Not everyone was as excited about the idea as we were. The conference organizers didn’t put our session on the schedule the first year we proposed it. Or the second. The third year they finally found a slot for us though, worried that the topic was too “negative,” they changed the title to “Lessons Learned.” And they gave us what may be the worst time slot for any conference–the very last one. After a week of sitting in ballrooms all day and carousing all night, people tend to be ready to head home or to spend the afternoon by the pool. We figured we needed to do something out of the ordinary if we were going to get anyone’s attention.
So we handed every audience member a questionnaire as they entered the room asking about their biggest professional disaster. After we had shared our own traumatic and hilarious stories of our biggest mistakes and what we had learned from them, we asked people in the audience to share their own stories. You’d think that people might be unwilling to tell 80 other people about their failures, but we had more than enough volunteers to fill the time we’d been given. The stories were great, everyone laughed, and our session received the best audience evaluations of the whole conference.
Why did it work?
- Each of the stories had a clear “lesson learned,” even if that wasn’t my first choice of a title. The logical next step from “what went wrong?” is “what could we have done better?”

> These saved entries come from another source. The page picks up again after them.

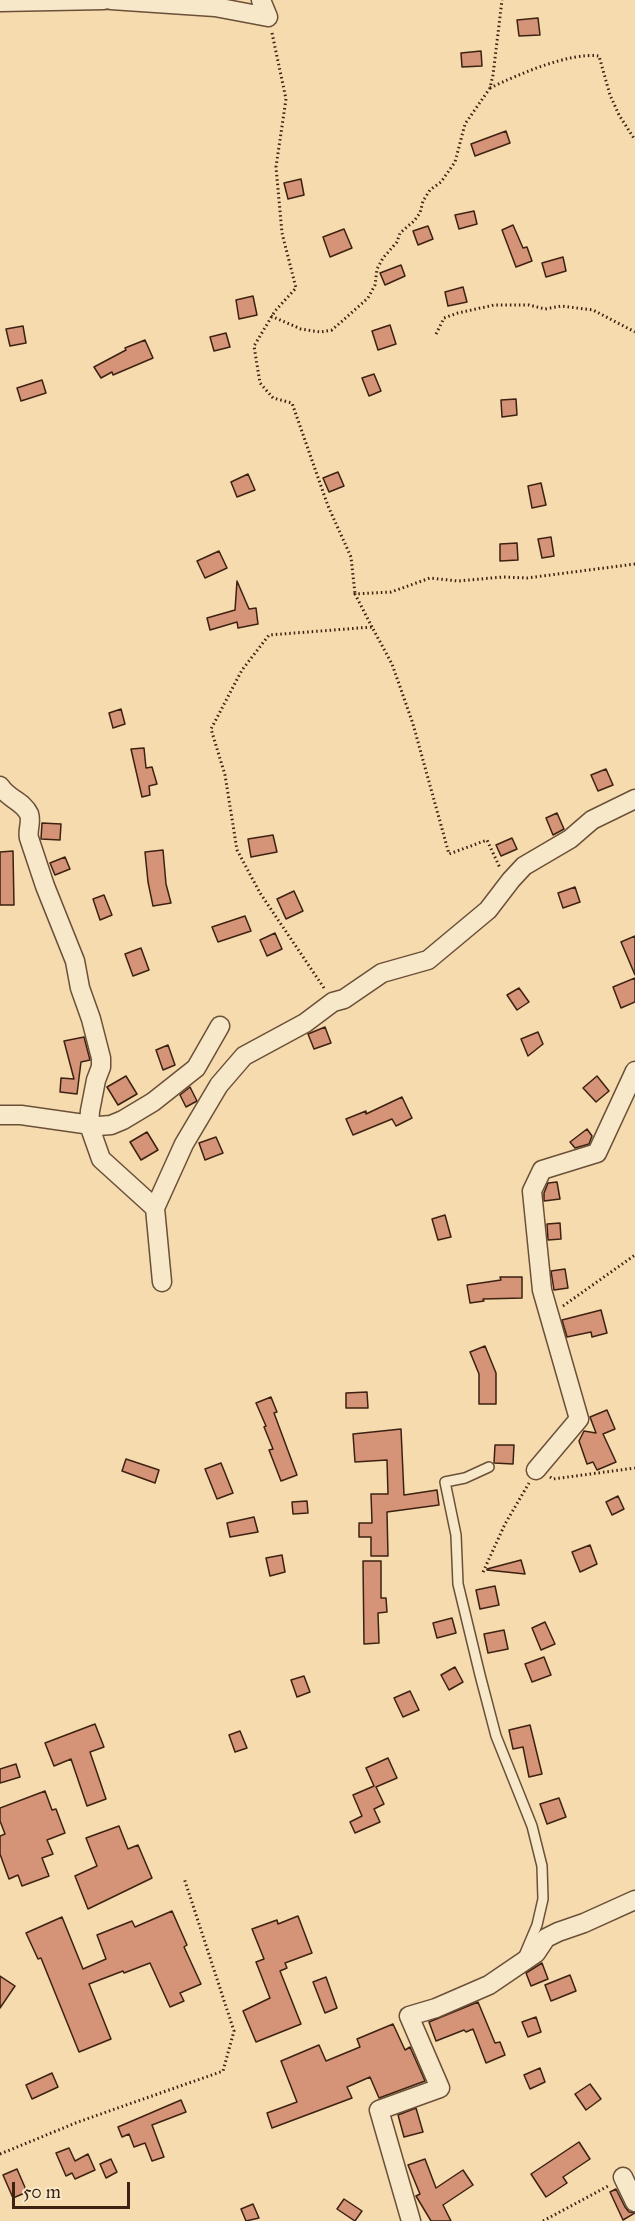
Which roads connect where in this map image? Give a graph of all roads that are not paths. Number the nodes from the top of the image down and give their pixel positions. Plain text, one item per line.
1 (104, 0) edge
2 (111, 0) edge
3 (0, 2) edge
4 (265, 8) edge
5 (0, 786) edge
6 (635, 799) edge
7 (220, 1026) dead end
8 (635, 1071) edge
9 (0, 1115) edge
10 (89, 1125) junction
11 (155, 1208) junction
12 (162, 1282) dead end
13 (489, 1467) dead end
14 (536, 1470) road end
15 (635, 1900) edge
16 (520, 1964) junction
17 (623, 2177) road end
18 (635, 2202) edge
19 (411, 2221) edge

1 - 3 street
2 - 4 street
5 - 10 street
6 - 11 street
7 - 10 street
8 - 14 street
9 - 10 street
10 - 11 street
11 - 12 street
13 - 16 lane
15 - 16 street
16 - 19 street
17 - 18 street

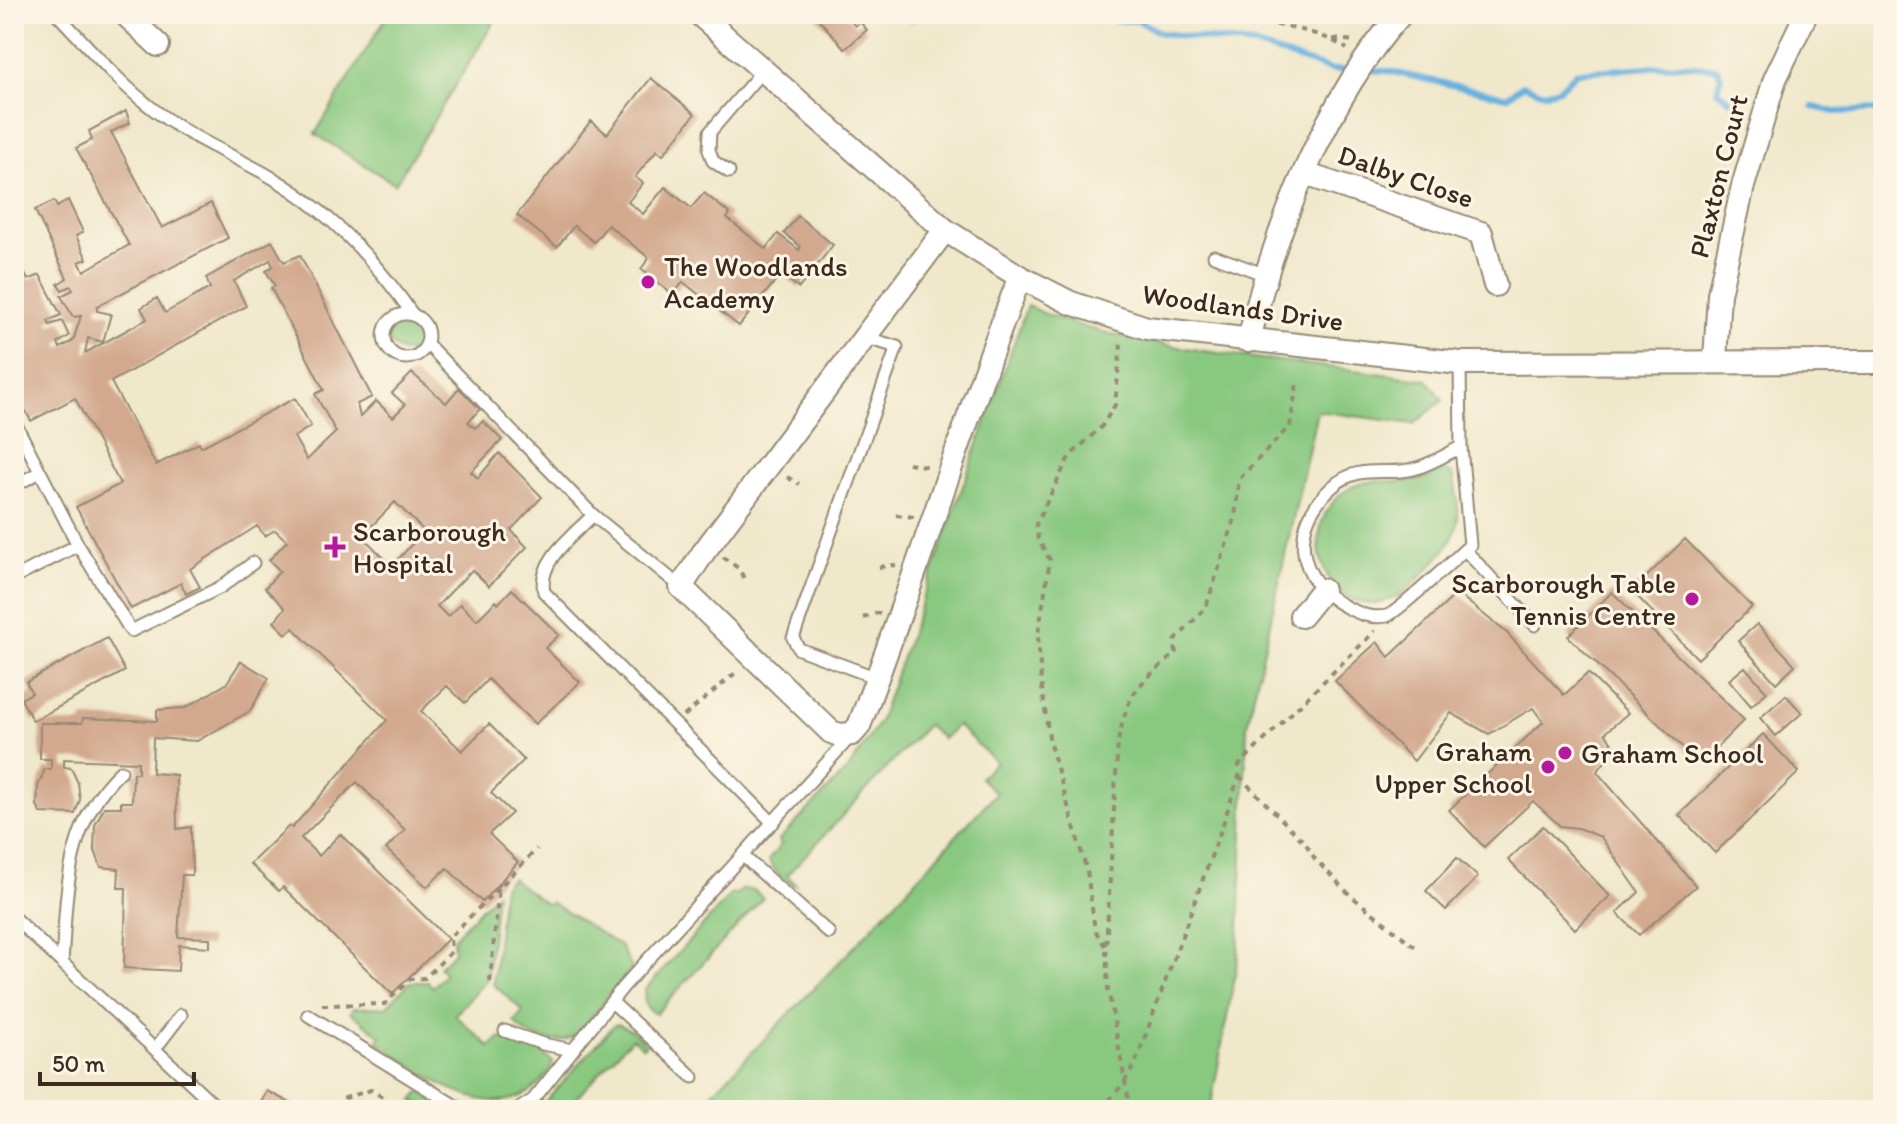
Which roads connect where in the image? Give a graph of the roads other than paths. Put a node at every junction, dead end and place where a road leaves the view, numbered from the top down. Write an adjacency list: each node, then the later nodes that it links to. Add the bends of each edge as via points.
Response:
1 (57, 14): 15 (lane, via 147,105 315,206 365,251)
2 (125, 14): 6 (street)
3 (699, 14): 7 (street, Woodlands Drive)
4 (1401, 14): 9 (street, via 1330,117)
5 (1806, 14): 19 (street, Plaxton Court, via 1775,79 1743,186 1719,294)
6 (158, 45)
7 (763, 70): 8 (lane, via 710,132 713,161); 10 (street, Woodlands Drive)
8 (729, 172)
9 (1305, 174): 12 (street); 14 (street, Dalby Close, via 1481,233)
10 (945, 230): 13 (street, Woodlands Drive); 16 (street)
11 (1214, 256): 12 (lane)
12 (1266, 275): 17 (street)
13 (1020, 277): 17 (street, Woodlands Drive, via 1071,303 1147,328); 35 (street)
14 (1495, 285)
15 (413, 315): 18 (lane, via 427,329); 18 (lane, via 390,320 386,347 402,359 414,357)
16 (864, 337): 31 (street); 35 (lane, via 897,347 793,638 799,649)
17 (1249, 341): 21 (street, Woodlands Drive)
18 (427, 344): 26 (lane)
19 (1715, 360): 20 (street, Woodlands Drive); 21 (street, Woodlands Drive)
20 (1883, 362)
21 (1460, 363): 23 (lane)
22 (14, 421): 24 (lane)
23 (1461, 447): 28 (lane, via 1470,545); 32 (lane, via 1415,469 1371,470 1347,476 1329,489 1311,511 1302,540 1307,571)
24 (40, 472): 25 (lane); 27 (lane)
25 (14, 486)
26 (593, 515): 31 (lane); 38 (lane, via 551,560 542,578 544,592)
27 (78, 545): 29 (lane, via 131,631 221,587); 30 (lane)
28 (1465, 550): 32 (lane, via 1390,615 1363,616); 34 (lane)
29 (253, 563)
30 (14, 578)
31 (681, 587): 36 (street, via 831,732)
32 (1322, 590): 33 (street)
33 (1301, 616)
34 (1535, 625)
35 (877, 678): 36 (street)
36 (852, 734): 38 (lane)
37 (121, 771): 42 (lane, via 102,789 69,865)
38 (773, 823): 39 (lane)
39 (743, 856): 41 (lane); 43 (lane)
40 (14, 918): 42 (lane)
41 (829, 933)
42 (62, 963): 47 (lane)
43 (612, 1002): 48 (lane); 49 (lane)
44 (312, 1010): 51 (lane)
45 (181, 1015): 47 (lane)
46 (505, 1031): 48 (lane)
47 (155, 1049): 50 (lane)
48 (572, 1050): 52 (lane, via 533,1100)
49 (693, 1077)
50 (220, 1110)
51 (462, 1110)
52 (517, 1110)

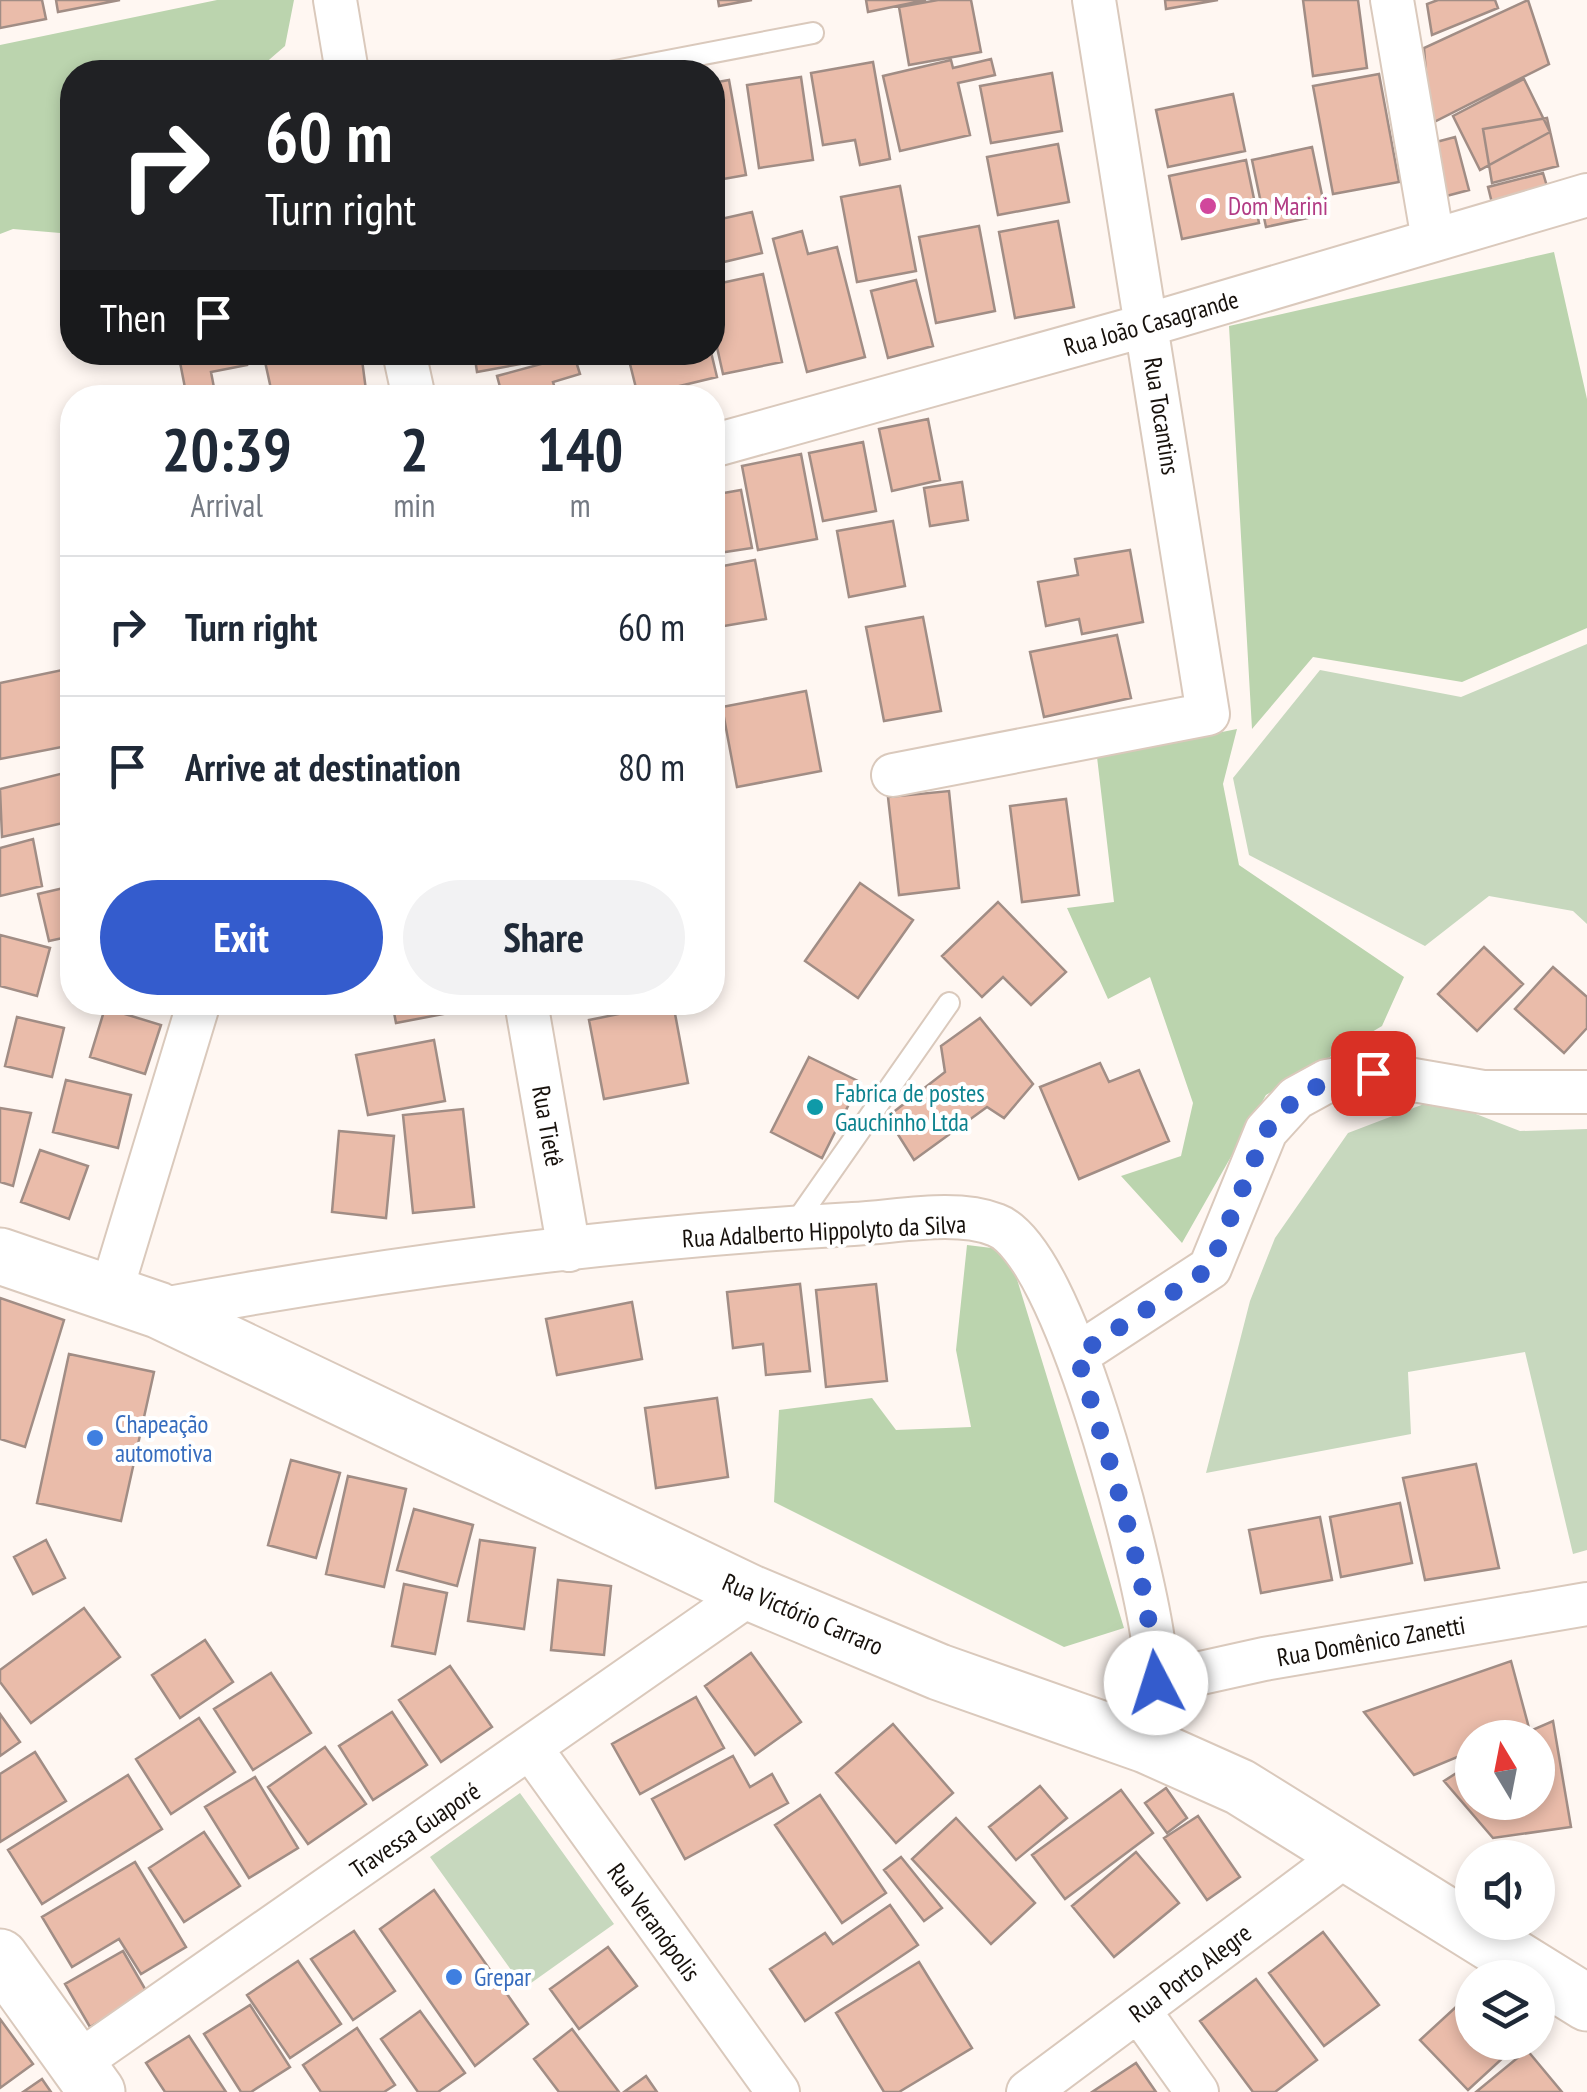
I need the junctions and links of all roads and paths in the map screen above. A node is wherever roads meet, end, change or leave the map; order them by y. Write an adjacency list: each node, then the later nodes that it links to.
1 (335, 0): 5 (street)
2 (1094, 0): 9 (street, Rua Tocantins)
3 (1392, 0): 8 (street)
4 (813, 33): 6 (lane)
5 (345, 60)
6 (672, 60)
7 (1587, 194): 8 (street, Rua João Casagrande)
8 (1433, 240): 9 (street, Rua João Casagrande)
9 (1148, 325): 10 (street, Rua João Casagrande); 11 (street, Rua Tocantins)
10 (725, 442)
11 (892, 774)
12 (949, 1003): 16 (lane)
13 (196, 1015): 19 (street)
14 (528, 1015): 17 (street, Rua Tietê)
15 (1587, 1092): 20 (street)
16 (792, 1228): 17 (street, Rua Adalberto Hippolyto da Silva); 20 (street, Rua Adalberto Hippolyto da Silva)
17 (570, 1250): 19 (street, Rua Adalberto Hippolyto da Silva)
18 (0, 1256): 19 (main road, Rua Victório Carraro)
19 (135, 1301): 21 (main road, Rua Victório Carraro)
20 (1077, 1355): 23 (street, Rua Adalberto Hippolyto da Silva)
21 (751, 1593): 24 (main road, Rua Victório Carraro); 25 (street, Travessa Guaporé)
22 (1587, 1604): 23 (street, Rua Domênico Zanetti)
23 (1156, 1683): 24 (street, Rua Adalberto Hippolyto da Silva)
24 (1146, 1744): 26 (main road, Rua Victório Carraro)
25 (532, 1750): 30 (street, Travessa Guaporé); 31 (street, Rua Veranópolis)
26 (1350, 1852): 28 (main road, Rua Victório Carraro); 29 (street, Rua Porto Alegre)
27 (0, 1957): 30 (main road)
28 (1587, 2003)
29 (1140, 2012): 32 (street, Rua Porto Alegre); 33 (street)
30 (86, 2078)
31 (778, 2092)
32 (1028, 2092)
33 (1197, 2092)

- It was easy for everyone there to recognize mistakes of their own in the stories told by other people. We all tend to commit the same errors, so it’s useful to learn from each other.
- The stories tended to be really entertaining and funny in the same way it can be to watch someone else fall down once you know that they aren’t really getting hurt. Entertaining an audience is the surest way to win them over.
- Having people share their own stories made the whole audience feel like they were involved in the presentation themselves.
- The stories were clearly honest.
- The presenters were fantastic!
But more than anything, I think the session worked because it was different from all the other talks that people had already sat through that week. No one else built their whole session around things going wrong. No one else asked them to fill out a survey as they entered the room. And certainly no one asked them to stand up and share their biggest, most embarrassing mistake with a room full of their peers.
Next time you have to give a talk, try to do something different to grab the audience’s attention. Sometimes the best thing you can do is exactly the opposite of what people expect. Think about what that would look like in your environment and try to do something that will catch people by surprise and make a real impact.